The release of the Congressional Budget Office's new baseline budget projections on January 29 offers the opportunity to reassess the fiscal status of the federal government as Congress and the administration consider a new set of budget proposals. This article examines the current budget outlook, the magnitude and sources of changes in the outlook since January 2001, and adjustments to the official data that more accurately reflect the continuation of current policy and the government's underlying financial status. Based on this analysis, we also provide a very preliminary and brief assessment of the administration's new budget proposals. We reach the following conclusions:

  • CBO now projects a 10-year baseline unified surplus of $1.3 trillion for fiscal years 2004 to 2013. But the budget outside of Social Security faces a baseline deficit of $1.2 trillion, and outside of the Medicare and Social Security Trust Funds, the baseline deficit is $1.6 trillion. (None of the figures in this article include recent tax proposals, a Medicare prescription drug benefit, or the cost of a war with Iraq. Incorporating these items would make the budget outlook look less promising.)

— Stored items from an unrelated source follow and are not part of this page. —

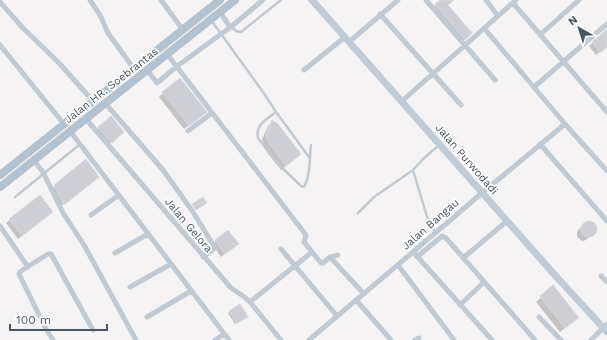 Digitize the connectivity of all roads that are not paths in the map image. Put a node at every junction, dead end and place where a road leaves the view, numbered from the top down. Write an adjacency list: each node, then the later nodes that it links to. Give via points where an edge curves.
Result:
1 (90, 0): 32 (street, via 108,33)
2 (161, 0): 23 (street)
3 (220, 0): 23 (main road, Jalan HR. Soebrantas)
4 (235, 0): 16 (main road, Jalan HR. Soebrantas)
5 (264, 0): 21 (street)
6 (281, 0): 21 (lane, via 241,32 236,32)
7 (312, 0): 26 (street, Jalan Purwodadi)
8 (398, 0): 17 (street)
9 (426, 0): 15 (street)
10 (436, 0): 15 (street)
11 (486, 0): 18 (street)
12 (579, 0): 25 (street)
13 (0, 2): 38 (street)
14 (514, 2): 18 (street); 25 (street)
15 (430, 5): 28 (street)
16 (220, 12): 19 (main road, Jalan HR. Soebrantas); 21 (street)
17 (380, 14): 26 (street); 35 (street)
18 (498, 16): 22 (street)
19 (211, 19): 24 (lane); 29 (main road, Jalan HR. Soebrantas)
20 (607, 24): 30 (street)
21 (231, 27): 24 (street)
22 (484, 28): 28 (street); 37 (street)
23 (182, 30): 32 (main road, Jalan HR. Soebrantas)
24 (222, 33): 31 (street); 42 (lane)
25 (540, 35): 30 (street)
26 (347, 39): 34 (street); 39 (street, Jalan Purwodadi)
27 (0, 45): 46 (street)
28 (465, 45): 35 (street); 36 (street)
29 (167, 54): 31 (street); 33 (main road, Jalan HR. Soebrantas)
30 (564, 62): 37 (street); 43 (street)
31 (176, 67): 33 (street, via 156,83); 44 (street)
32 (134, 69): 38 (main road, Jalan HR. Soebrantas)
33 (147, 70): 40 (main road, Jalan HR. Soebrantas)
34 (304, 70)
35 (434, 73): 39 (street); 41 (street)
36 (495, 80)
37 (534, 87): 47 (street)
38 (93, 101): 46 (main road, Jalan HR. Soebrantas)
39 (402, 101): 51 (street, Jalan Purwodadi)
40 (105, 103): 45 (main road, Jalan HR. Soebrantas); 76 (street, via 163,170 193,212 215,248)
41 (462, 104)
42 (276, 112): 54 (lane); 54 (lane, via 257,130 258,138 276,162 304,186 309,172)
43 (607, 112)
44 (212, 113): 49 (street); 72 (street, via 306,235 304,242)
45 (86, 119): 48 (main road, Jalan HR. Soebrantas); 76 (street, Jalan Gelora)
46 (64, 124): 59 (main road, Jalan HR. Soebrantas)
47 (565, 124): 52 (street, Jalan Bangau); 57 (street)
48 (70, 131): 50 (street); 55 (main road, Jalan HR. Soebrantas)
49 (188, 131)
50 (80, 144): 58 (lane); 62 (street)
51 (440, 144): 56 (lane); 61 (street, Jalan Purwodadi)
52 (540, 144): 61 (street, Jalan Bangau); 67 (street)
53 (311, 145): 54 (lane)
54 (310, 157)
55 (34, 160): 58 (street); 60 (main road, Jalan HR. Soebrantas)
56 (413, 170): 64 (lane, via 374,197); 69 (lane, via 428,220)
57 (607, 171)
58 (44, 174): 63 (lane); 100 (street, via 63,213 84,245)
59 (0, 175)
60 (0, 187)
61 (482, 192): 66 (street, Jalan Purwodadi); 69 (street, Jalan Bangau)
62 (119, 195): 65 (street); 70 (street)
63 (15, 197)
64 (358, 213)
65 (91, 215)
66 (507, 221): 79 (street); 96 (street, Jalan Purwodadi)
67 (607, 221)
68 (0, 226): 83 (street)
69 (436, 233): 73 (street, Jalan Bangau)
70 (148, 234): 74 (street); 80 (street)
71 (281, 249): 82 (street)
72 (312, 252): 78 (street, via 321,263); 82 (street)
73 (414, 252): 77 (street); 81 (street, Jalan Bangau)
74 (115, 253)
75 (338, 255): 78 (street)
76 (203, 257): 91 (street, Jalan Gelora, via 230,288)
77 (418, 257): 79 (street, via 442,236); 92 (street)
78 (330, 258): 89 (street)
79 (463, 258): 85 (street)
80 (171, 264): 87 (street); 88 (street)
81 (398, 265): 89 (street, Jalan Bangau); 106 (street)
82 (294, 266): 91 (street); 94 (street)
83 (28, 267): 97 (street, via 51,254); 99 (street, via 19,274)
84 (601, 276): 86 (street)
85 (484, 282): 92 (street); 108 (street)
86 (607, 282)
87 (130, 287)
88 (191, 291): 93 (street); 98 (street)
89 (364, 294): 90 (street, Jalan Bangau)
90 (356, 300): 94 (street, Jalan Bangau); 105 (street)
91 (250, 302): 103 (street, Jalan Gelora)
92 (460, 305): 107 (street)
93 (147, 316)
94 (337, 316): 104 (street, Jalan Bangau)
95 (539, 317): 109 (street)
96 (606, 328): 110 (street)
97 (93, 330)
98 (224, 334): 101 (street); 102 (street)
99 (53, 340)
100 (136, 340)
101 (215, 340)
102 (229, 340)
103 (281, 340)
104 (309, 340)
105 (391, 340)
106 (454, 340)
107 (492, 340)
108 (535, 340)
109 (562, 340)
110 (591, 340) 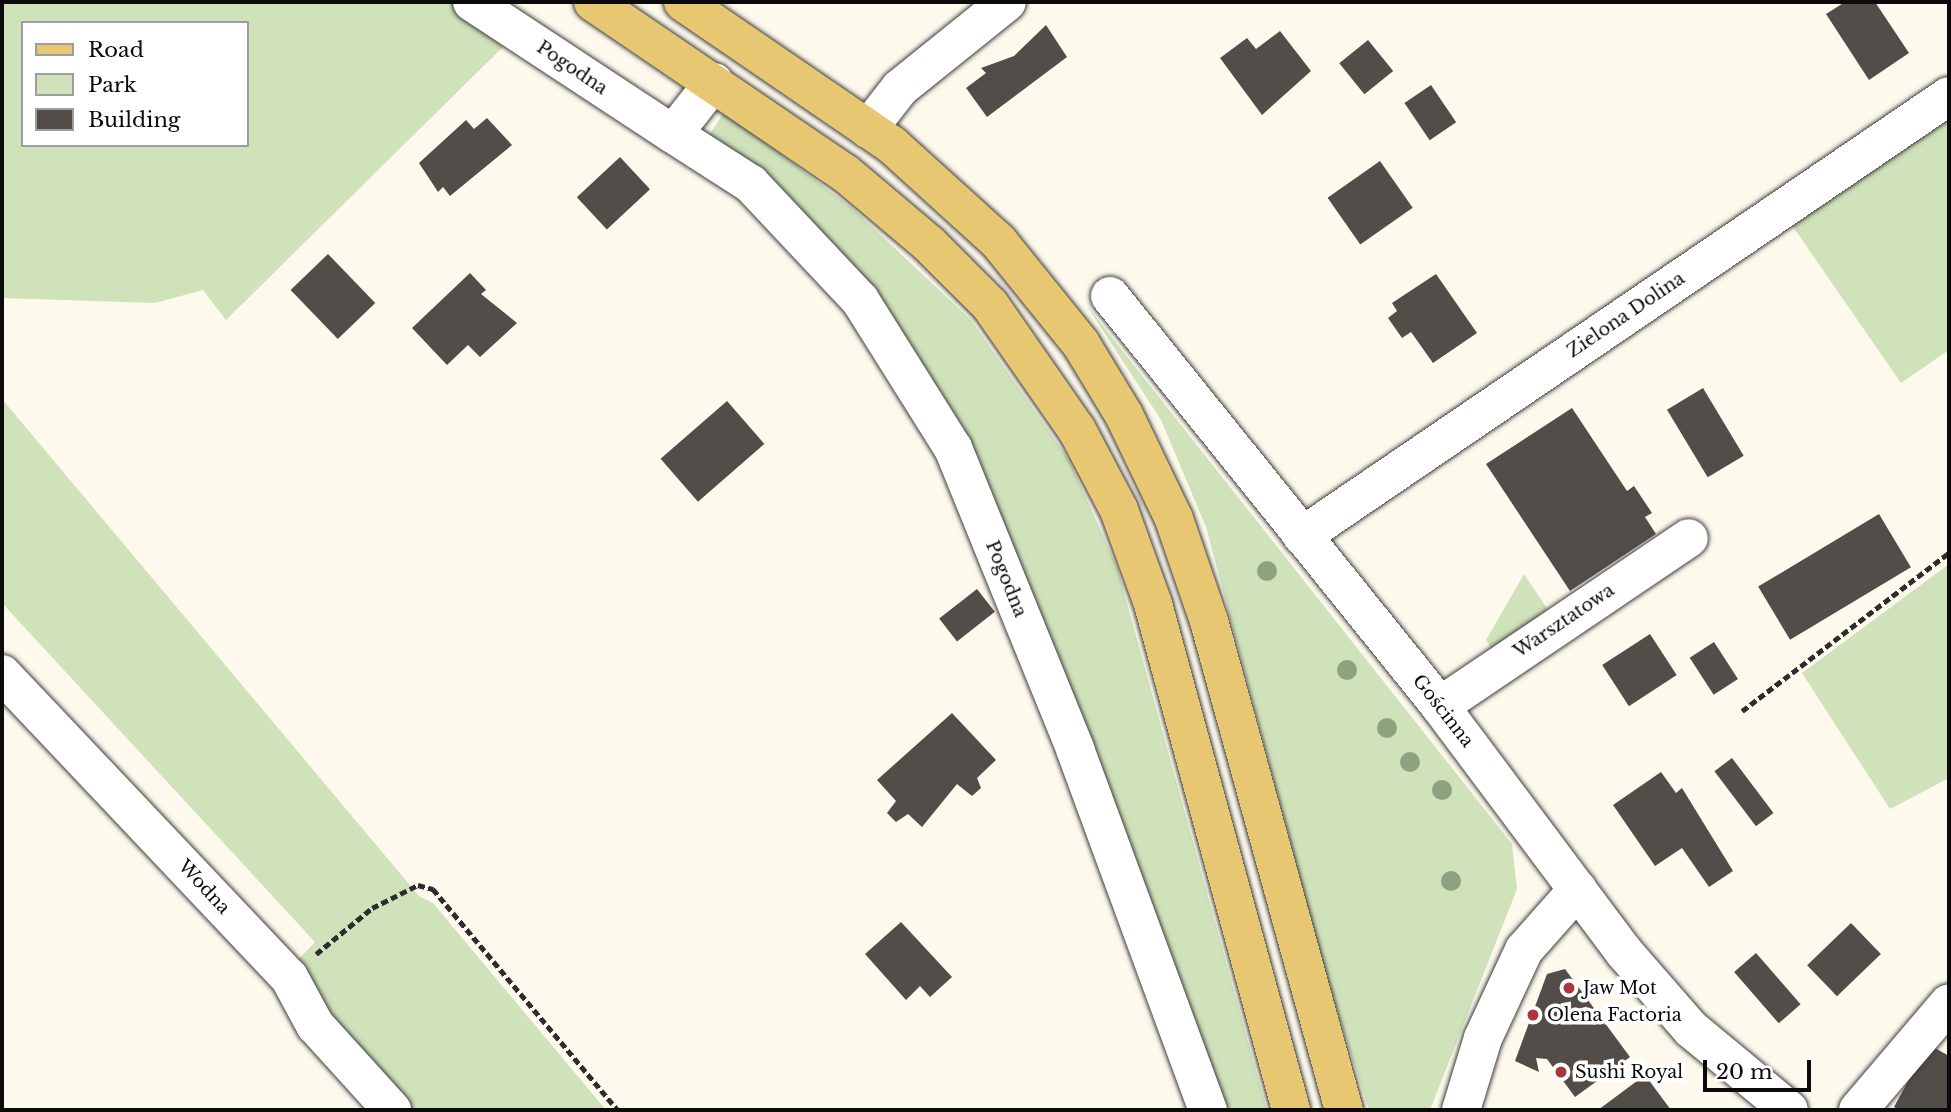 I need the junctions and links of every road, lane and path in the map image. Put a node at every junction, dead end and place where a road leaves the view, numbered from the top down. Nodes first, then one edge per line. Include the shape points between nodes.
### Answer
1 (472, 2) edge
2 (593, 2) edge
3 (683, 2) edge
4 (1007, 2) edge
5 (714, 82) junction
6 (1949, 96) edge
7 (868, 129) junction
8 (673, 134) junction
9 (1110, 296) dead end
10 (1302, 536) junction
11 (1689, 538) dead end
12 (1949, 553) edge
13 (2, 674) edge
14 (1440, 706) junction
15 (1742, 711) dead end
16 (1578, 889) junction
17 (289, 977) junction
18 (1949, 1003) edge
19 (392, 1110) edge
20 (618, 1110) edge
21 (1208, 1110) edge
22 (1291, 1110) edge
23 (1344, 1110) edge
24 (1461, 1110) edge
25 (1789, 1110) edge
26 (1858, 1110) edge

1 - 8 street, Pogodna
2 - 5 main road
3 - 7 main road
4 - 7 street via 900,88
5 - 8 street
5 - 22 main road via 845,173 929,244 990,305 1077,430 1119,510 1153,604
6 - 10 street, Zielona Dolina
7 - 23 main road via 998,241 1081,344 1124,415 1174,519 1209,621
8 - 21 street, Pogodna via 751,184 860,300 953,448 1075,749
9 - 10 street, Gościnna
10 - 14 street, Gościnna
11 - 14 street, Warsztatowa
12 - 15 path
13 - 17 street, Wodna
14 - 16 street, Gościnna
16 - 24 street via 1524,950 1483,1038
16 - 25 street, Gościnna via 1691,1029
17 - 19 street, Wodna via 315,1025
17 - 20 path via 372,908 418,886 433,889
18 - 26 street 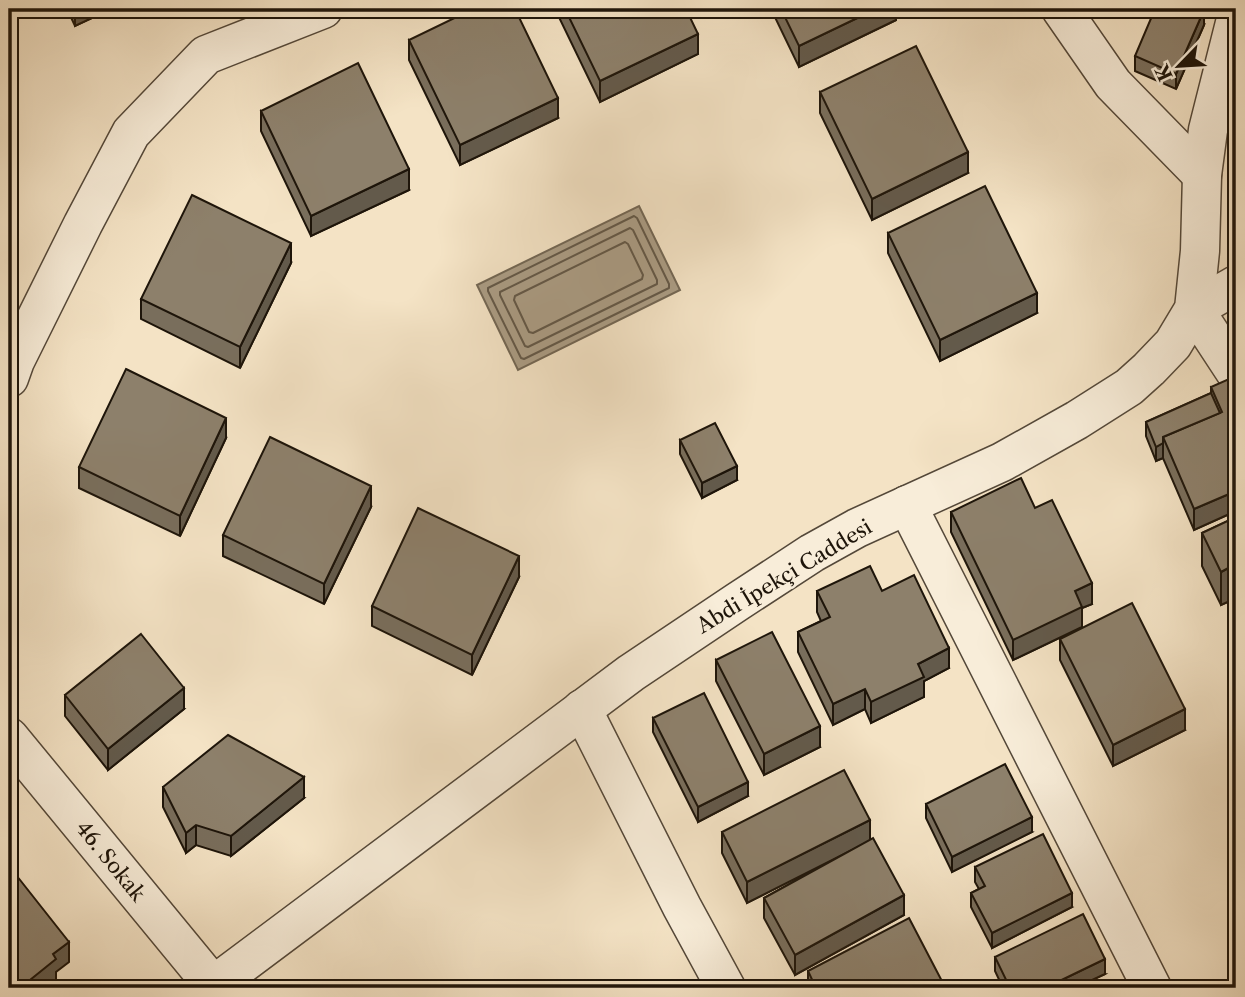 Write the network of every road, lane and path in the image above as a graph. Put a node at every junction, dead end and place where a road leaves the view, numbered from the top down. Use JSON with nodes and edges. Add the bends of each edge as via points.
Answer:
{"nodes":[{"id":1,"x":323,"y":9,"type":"edge"},
{"id":2,"x":1061,"y":9,"type":"edge"},
{"id":3,"x":1236,"y":19,"type":"edge"},
{"id":4,"x":1202,"y":176,"type":"junction"},
{"id":5,"x":1236,"y":285,"type":"edge"},
{"id":6,"x":1194,"y":309,"type":"junction"},
{"id":7,"x":1236,"y":373,"type":"edge"},
{"id":8,"x":9,"y":378,"type":"edge"},
{"id":9,"x":907,"y":505,"type":"junction"},
{"id":10,"x":582,"y":709,"type":"junction"},
{"id":11,"x":9,"y":737,"type":"edge"},
{"id":12,"x":212,"y":987,"type":"edge"},
{"id":13,"x":726,"y":988,"type":"edge"},
{"id":14,"x":1152,"y":988,"type":"edge"}],
"edges":[{"from":1,"to":8,"type":"street","via":[[206,55],[131,133]]},
{"from":2,"to":4,"type":"street","via":[[1114,84]]},
{"from":3,"to":4,"type":"street","name":"Abdi İpekçi Caddesi","via":[[1208,130]]},
{"from":4,"to":6,"type":"street","name":"Abdi İpekçi Caddesi"},
{"from":5,"to":6,"type":"street"},
{"from":6,"to":7,"type":"street"},
{"from":6,"to":9,"type":"street","name":"Abdi İpekçi Caddesi","via":[[1173,344],[1129,387],[1002,462]]},
{"from":9,"to":10,"type":"street","name":"Abdi İpekçi Caddesi","via":[[812,553]]},
{"from":9,"to":14,"type":"street"},
{"from":10,"to":12,"type":"street","name":"Abdi İpekçi Caddesi"},
{"from":10,"to":13,"type":"street"},
{"from":11,"to":12,"type":"street","name":"46. Sokak"}]}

  • These figures represent staggering declines from the baseline forecasts made two years ago. The projected unified budget outcome for 2002 to 2011 deteriorated from a projected surplus of $5.6 trillion (4 percent of GDP) in January 2001 to essentially zero ($20 billion) in January 2003. The budget outcome for 2002 alone declined by $471 billion (4.6 percent of GDP).

  • The short-term changes are due primarily to worsening economic conditions, which account for about two-thirds of the decline in 2002 and about half of the projected change for 2003. The longer-term changes are due as much to the 2001 tax cut—which accounts for 40 percent of the deterioration in the budget outlook for 2010—as to economic and technical changes, which account for 37 percent.

  • The official projections significantly misrepresent the government's underlying fiscal position because of unrealistic assumptions regarding the continuation of current policy and because retirement programs are merged with other programs in the budget.

  • Making realistic assumptions about how current policies will be maintained—in particular, that expiring tax provisions are extended, a moderate AMT fix is provided, and real per capita discretionary spending is held constant—we estimate that the adjusted unified budget is in deficit for each of the next 10 years and will cumulate deficits of $1.1 trillion over the decade. These deficits emerge just from efforts to maintain the policy status quo. The differences between the official and our adjusted projections for the unified budget grow over time. In 2013 alone, the difference exceeds $600 billion (3.6 percent of GDP).

  • The unified budget figures above include large cash-flow surpluses accruing in trust funds for Social Security, Medicare, and government pensions over the next 10 years. But in the longer term, Social Security and Medicare face significant deficits. The adjusted budget outside of these trust funds faces a deficit of $4.5 trillion over the next decade, including an adjusted deficit of 4 percent of GDP in 2003 and an average deficit of just over 3 percent of GDP during the rest of the decade.

  • Policymakers face three sets of budget challenges: near-term deficits (over the next two years), medium-term deficits (over the next three to 10 years), and long-term deficits (beyond the 10- year horizon). The near-term deficits are not a major problem in and of themselves—the economy could use a boost right now and unusual events like a war should be at least partially funded via deficits.

  • The implied medium- and long-term deficits, however, are troubling. First, our adjusted unified budget shows a deficit in each of the next 10 years, even though the economy is predicted to have reached full employment within the next few years. This indicates a persistent and fundamental imbalance between projected tax and spending policies even before the bulk of the baby boomers will have retired. Second, the medium-term deficits will be followed by a period in which projected deficits rise substantially. The time profile of projected deficits implies that if fiscal responsibility is not established in the remainder of this decade, it will prove much more difficult to do so after the baby boomers start retiring.

  • Ignoring the medium- and long-term fiscal gaps would represent a significant policy mistake. Making the fiscal gap worse would be an even bigger mistake. Policymakers should be particularly wary of proposals that would raise medium- and long-term deficits; that reduce medium-term deficits by shifting revenues from the future to within the 10-year budget window; or that detract attention from these issues.

  • The administration's new budget is replete with such problematic proposals. These include making the 2001 tax cut permanent, massively expanding Roth IRA treatment of saving, encouraging rollovers of existing IRAs to backloaded saving plans, and focusing on a five-year budget horizon. The administration's policies would produce unified "deficits as far as the eye can see" even though the economy is projected to return to full employment in a few years. The deficits would be much larger if the retirement trust funds were not included. The administration's proposals would exacerbate the nation's fiscal problems in the medium and long term.